# What is required
Please copy each line from the entries that contains the string "image".

── Material for the task ──

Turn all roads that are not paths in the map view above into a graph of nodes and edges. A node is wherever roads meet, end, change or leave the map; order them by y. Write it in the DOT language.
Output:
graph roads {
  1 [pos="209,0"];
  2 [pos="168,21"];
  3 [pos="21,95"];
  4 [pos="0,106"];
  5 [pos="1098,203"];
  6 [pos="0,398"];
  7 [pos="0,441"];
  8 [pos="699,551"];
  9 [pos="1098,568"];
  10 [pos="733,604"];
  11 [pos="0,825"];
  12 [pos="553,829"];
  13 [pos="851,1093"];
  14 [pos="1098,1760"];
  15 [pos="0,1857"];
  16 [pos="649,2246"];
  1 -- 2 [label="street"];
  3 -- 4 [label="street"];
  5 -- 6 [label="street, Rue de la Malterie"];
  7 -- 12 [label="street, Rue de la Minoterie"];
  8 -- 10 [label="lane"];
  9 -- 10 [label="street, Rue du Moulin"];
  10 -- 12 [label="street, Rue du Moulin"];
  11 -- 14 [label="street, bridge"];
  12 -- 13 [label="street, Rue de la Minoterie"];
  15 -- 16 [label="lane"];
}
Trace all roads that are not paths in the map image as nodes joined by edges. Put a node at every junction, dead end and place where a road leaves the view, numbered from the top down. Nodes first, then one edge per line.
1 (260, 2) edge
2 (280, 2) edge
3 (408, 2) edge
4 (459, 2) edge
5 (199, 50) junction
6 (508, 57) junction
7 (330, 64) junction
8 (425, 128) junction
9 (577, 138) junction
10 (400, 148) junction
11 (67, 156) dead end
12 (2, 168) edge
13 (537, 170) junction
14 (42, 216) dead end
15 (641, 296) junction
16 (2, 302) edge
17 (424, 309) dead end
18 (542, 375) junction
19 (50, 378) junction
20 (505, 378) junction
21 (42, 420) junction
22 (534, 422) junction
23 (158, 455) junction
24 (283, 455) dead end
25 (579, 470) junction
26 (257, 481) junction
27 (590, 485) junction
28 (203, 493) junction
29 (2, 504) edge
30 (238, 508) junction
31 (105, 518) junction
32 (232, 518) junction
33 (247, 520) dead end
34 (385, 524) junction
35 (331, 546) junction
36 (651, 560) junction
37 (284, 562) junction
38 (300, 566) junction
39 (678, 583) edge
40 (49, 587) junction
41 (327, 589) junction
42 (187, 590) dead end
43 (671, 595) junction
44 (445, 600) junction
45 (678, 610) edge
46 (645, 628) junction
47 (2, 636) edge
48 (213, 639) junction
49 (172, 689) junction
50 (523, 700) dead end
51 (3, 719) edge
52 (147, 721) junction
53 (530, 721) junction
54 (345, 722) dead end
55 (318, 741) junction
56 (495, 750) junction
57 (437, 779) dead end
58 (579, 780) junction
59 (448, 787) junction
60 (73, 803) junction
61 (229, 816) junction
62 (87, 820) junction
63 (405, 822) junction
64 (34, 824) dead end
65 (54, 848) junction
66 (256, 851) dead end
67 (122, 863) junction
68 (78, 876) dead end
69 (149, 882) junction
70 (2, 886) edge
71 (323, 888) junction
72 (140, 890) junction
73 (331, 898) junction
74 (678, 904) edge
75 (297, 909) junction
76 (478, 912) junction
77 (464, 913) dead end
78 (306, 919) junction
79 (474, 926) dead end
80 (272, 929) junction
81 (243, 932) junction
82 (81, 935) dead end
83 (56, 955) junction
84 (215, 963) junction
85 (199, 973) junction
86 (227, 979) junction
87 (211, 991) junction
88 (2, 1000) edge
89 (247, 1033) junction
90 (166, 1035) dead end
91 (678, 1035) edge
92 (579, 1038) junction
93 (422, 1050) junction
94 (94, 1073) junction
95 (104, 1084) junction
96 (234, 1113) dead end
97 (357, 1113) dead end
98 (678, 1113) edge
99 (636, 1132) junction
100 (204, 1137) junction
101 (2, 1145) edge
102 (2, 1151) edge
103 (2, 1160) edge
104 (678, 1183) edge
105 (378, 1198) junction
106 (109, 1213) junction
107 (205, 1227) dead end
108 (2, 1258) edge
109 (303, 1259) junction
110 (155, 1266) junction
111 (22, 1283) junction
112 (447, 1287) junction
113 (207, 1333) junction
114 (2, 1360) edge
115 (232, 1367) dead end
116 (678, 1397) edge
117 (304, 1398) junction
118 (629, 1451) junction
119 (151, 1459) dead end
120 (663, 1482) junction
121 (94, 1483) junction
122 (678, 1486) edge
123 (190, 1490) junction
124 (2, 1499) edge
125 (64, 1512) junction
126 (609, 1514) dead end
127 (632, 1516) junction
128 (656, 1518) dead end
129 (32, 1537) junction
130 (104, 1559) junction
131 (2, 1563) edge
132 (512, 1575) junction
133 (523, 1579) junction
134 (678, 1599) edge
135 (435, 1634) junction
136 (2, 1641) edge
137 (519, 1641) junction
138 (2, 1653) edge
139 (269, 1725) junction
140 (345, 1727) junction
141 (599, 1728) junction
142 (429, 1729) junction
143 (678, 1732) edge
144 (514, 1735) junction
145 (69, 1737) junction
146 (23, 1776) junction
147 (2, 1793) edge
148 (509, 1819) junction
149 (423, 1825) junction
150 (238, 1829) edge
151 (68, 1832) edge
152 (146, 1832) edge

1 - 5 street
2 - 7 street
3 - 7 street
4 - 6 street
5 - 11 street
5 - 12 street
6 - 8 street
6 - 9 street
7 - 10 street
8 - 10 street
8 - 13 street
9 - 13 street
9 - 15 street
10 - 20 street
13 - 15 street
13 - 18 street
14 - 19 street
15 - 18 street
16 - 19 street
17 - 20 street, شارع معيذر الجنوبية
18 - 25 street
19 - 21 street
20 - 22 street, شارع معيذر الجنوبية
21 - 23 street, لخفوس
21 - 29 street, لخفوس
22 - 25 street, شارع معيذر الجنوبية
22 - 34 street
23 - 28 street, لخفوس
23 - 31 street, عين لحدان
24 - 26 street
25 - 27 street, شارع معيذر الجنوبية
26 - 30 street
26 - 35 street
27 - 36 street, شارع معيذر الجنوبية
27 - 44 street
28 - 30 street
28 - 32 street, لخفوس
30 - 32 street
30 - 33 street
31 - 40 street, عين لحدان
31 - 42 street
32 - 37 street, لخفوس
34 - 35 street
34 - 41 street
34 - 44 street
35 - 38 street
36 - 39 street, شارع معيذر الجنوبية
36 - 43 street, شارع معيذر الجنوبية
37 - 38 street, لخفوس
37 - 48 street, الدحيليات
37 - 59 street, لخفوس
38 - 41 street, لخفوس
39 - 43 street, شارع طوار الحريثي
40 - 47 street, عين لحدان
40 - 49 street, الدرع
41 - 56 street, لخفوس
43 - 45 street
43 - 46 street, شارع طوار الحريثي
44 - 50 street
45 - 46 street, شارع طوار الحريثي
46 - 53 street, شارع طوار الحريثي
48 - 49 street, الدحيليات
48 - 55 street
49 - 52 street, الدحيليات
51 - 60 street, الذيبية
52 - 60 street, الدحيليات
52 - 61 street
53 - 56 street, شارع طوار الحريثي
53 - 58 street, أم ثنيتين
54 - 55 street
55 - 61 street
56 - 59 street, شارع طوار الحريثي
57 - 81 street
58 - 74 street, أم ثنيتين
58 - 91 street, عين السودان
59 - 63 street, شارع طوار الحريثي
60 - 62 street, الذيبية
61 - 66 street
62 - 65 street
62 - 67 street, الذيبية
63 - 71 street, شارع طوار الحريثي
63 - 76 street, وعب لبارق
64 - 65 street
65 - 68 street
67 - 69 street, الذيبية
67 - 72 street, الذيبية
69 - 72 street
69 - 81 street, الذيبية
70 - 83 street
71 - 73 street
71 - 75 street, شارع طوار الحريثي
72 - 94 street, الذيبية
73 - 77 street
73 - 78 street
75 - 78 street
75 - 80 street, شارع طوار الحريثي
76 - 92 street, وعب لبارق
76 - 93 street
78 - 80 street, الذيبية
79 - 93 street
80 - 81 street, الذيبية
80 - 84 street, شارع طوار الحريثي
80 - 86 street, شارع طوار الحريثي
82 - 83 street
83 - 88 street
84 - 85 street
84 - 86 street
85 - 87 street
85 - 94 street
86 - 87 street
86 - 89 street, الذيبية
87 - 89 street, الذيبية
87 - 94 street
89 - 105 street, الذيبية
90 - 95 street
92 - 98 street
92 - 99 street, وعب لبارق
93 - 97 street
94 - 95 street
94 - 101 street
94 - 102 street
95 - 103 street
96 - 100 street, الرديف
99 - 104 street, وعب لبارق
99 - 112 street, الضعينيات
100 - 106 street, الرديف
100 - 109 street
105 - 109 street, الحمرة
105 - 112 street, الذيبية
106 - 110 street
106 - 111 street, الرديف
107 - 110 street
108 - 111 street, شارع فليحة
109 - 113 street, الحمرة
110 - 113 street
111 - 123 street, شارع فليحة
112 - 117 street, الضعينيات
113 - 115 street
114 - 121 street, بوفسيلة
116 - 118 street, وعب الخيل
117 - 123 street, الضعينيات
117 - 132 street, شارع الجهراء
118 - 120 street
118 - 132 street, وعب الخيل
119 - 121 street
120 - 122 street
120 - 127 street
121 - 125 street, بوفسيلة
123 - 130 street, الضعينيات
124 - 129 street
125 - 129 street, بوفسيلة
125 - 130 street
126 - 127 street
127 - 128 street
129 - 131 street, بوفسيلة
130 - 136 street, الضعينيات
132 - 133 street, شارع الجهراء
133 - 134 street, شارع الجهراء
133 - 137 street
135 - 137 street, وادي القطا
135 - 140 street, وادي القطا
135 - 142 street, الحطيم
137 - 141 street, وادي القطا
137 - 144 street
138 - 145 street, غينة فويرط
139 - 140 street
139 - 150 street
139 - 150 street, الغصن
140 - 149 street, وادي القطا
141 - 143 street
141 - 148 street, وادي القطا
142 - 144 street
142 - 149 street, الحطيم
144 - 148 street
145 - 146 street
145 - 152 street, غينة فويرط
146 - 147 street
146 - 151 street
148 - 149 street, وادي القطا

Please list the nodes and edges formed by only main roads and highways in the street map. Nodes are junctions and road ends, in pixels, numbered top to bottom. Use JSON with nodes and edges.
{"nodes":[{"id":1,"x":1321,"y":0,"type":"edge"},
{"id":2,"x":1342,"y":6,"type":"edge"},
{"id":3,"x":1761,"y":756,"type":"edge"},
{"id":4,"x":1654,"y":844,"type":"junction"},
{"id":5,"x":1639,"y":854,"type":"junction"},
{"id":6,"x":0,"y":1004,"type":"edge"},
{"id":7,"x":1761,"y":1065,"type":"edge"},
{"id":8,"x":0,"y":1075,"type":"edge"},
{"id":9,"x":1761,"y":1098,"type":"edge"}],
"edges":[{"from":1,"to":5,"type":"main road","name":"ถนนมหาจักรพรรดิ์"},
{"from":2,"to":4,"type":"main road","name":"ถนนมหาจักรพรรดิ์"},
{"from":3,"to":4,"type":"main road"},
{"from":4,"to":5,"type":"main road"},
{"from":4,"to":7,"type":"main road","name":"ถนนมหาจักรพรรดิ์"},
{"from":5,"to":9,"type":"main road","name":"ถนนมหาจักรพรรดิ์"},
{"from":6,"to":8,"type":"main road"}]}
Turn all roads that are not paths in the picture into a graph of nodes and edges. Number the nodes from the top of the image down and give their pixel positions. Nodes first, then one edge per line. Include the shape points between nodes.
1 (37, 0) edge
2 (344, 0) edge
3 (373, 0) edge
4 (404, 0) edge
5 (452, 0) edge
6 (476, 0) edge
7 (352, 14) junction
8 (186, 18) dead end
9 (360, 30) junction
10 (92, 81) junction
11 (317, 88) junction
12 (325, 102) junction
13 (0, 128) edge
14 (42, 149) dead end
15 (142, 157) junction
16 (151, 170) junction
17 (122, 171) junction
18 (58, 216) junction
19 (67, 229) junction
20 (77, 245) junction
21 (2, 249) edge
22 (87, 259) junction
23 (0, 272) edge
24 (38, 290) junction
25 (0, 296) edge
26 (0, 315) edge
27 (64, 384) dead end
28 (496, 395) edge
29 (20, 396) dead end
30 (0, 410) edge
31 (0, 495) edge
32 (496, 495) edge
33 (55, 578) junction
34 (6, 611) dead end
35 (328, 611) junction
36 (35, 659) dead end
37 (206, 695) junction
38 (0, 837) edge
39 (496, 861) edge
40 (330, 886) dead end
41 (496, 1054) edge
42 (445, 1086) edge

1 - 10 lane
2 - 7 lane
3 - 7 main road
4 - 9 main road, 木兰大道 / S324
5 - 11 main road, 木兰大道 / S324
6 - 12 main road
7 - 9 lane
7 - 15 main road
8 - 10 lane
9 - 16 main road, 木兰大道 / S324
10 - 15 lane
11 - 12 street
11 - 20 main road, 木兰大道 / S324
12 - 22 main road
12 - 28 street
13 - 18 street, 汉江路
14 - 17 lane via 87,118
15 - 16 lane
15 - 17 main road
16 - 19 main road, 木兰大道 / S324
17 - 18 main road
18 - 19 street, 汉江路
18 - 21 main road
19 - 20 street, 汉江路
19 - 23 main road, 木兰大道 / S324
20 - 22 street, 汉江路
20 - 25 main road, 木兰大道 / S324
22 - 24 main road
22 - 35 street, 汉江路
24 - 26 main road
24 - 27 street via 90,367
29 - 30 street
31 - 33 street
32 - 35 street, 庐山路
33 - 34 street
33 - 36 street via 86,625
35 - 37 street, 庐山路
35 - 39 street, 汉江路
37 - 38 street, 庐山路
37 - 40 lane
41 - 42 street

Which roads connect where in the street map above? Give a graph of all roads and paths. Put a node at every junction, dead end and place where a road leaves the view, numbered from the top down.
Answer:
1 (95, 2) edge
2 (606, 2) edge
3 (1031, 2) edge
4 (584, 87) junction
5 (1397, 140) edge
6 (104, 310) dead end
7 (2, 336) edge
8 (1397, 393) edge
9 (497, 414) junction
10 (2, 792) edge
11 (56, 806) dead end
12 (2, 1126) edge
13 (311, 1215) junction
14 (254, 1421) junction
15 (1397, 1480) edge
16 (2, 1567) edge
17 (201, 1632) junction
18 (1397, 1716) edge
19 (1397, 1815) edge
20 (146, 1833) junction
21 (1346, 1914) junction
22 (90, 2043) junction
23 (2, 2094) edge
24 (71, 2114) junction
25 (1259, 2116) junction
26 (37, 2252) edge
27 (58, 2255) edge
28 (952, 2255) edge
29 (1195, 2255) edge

───

# Exercise result
Trace all roads that are not paths in the map image as nodes joined by edges. Put a node at every junction, dead end and place where a road leaves the view, numbered from the top down. Nodes first, then one edge per line.
Turn all roads that are not paths in the picture into a graph of nodes and edges. Number the nodes from the top of the image down and give their pixel positions. Nodes first, then one edge per line. Include the shape points between nodes.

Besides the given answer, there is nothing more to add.